It is further ordered and declared, that all American Vessels and their Cargoes, being American Property, that shall have been captured subsequently to the 20th day of May last, for a breach of the aforesaid Orders in Council alone, and which shall not have been actually condemned before the date of this Order, and that all Ships and Cargoes as aforesaid, that shall henceforth be captured, under the said Orders, prior to the 1st day of August next, shall not be proceeded against to condemnation till further orders, but shall in the event of this Order not becoming null and of no effect, in the case aforesaid, be forthwith liberated and restored, subject to such reasonable expences on the part of the Captors as shall have been justly incurred.

Provided, that nothing in this Order contained, respecting the revocation of the Orders herein mentioned, shall be taken to revive wholly or in part the Orders in Council of the 11th of November 1807, or any other Order not herein mentioned, or to deprive Parties of any legal remedy to which they may be entitled under the Order in Council of the 21st of April 1812.
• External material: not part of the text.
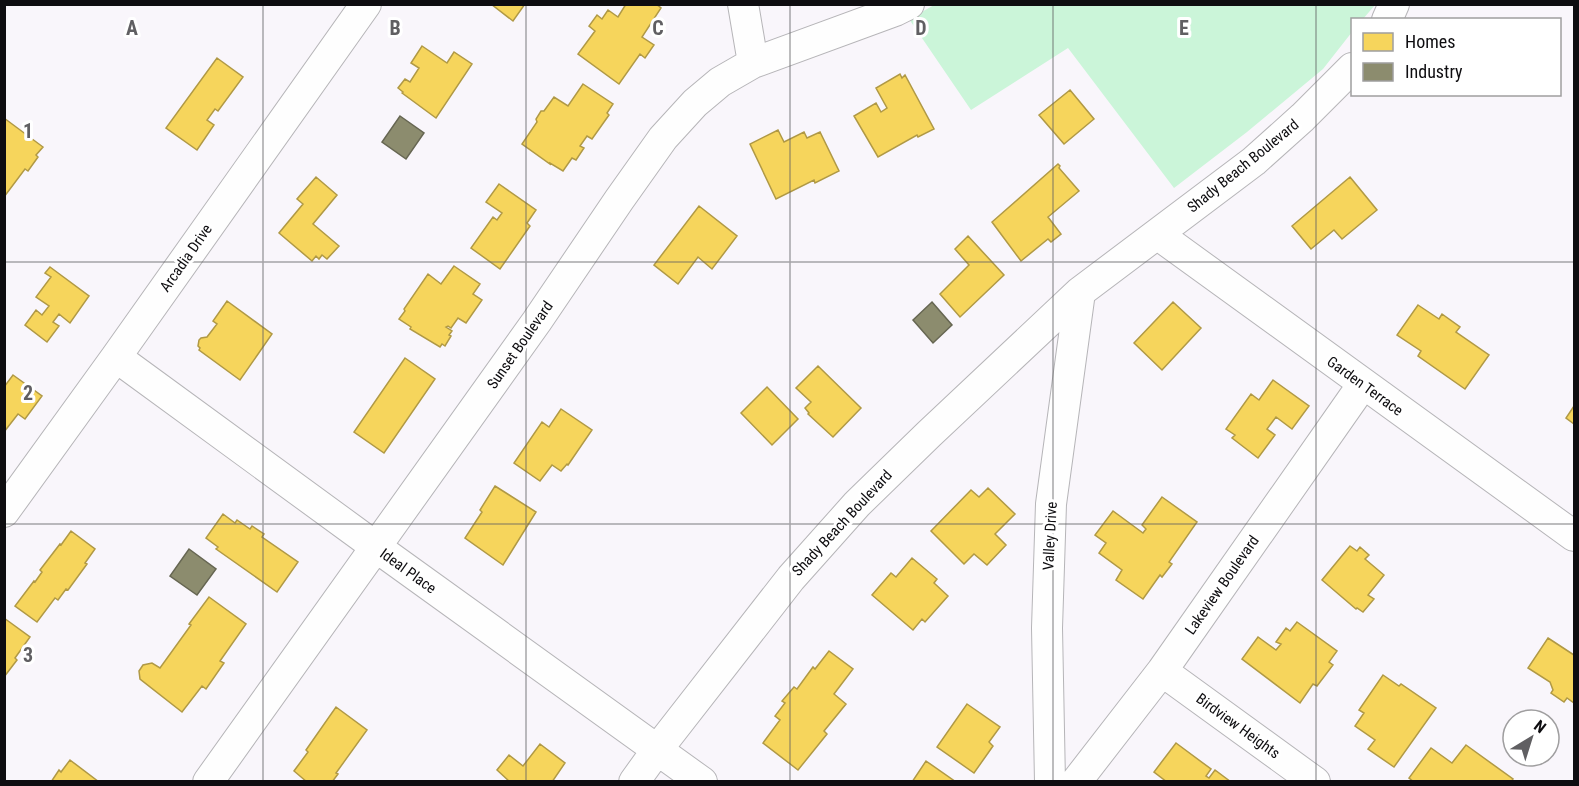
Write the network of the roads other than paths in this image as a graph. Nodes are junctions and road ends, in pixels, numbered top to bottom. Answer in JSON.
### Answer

His Royal Highness the Prince Regent is hereby pleased further to declare, in the name and on the behalf of His Majesty, that nothing in this present Order contained, shall be understood to preclude His Royal Highness the Prince Regent, if circumstances shall so require, from restoring, after reasonable notice, the Orders of the 7th January 1807, and 26th of April, 1809, or any part thereof to their full effect, or from taking such other measures of retaliation against the Enemy as may appear to His Royal Highness to be just and necessary.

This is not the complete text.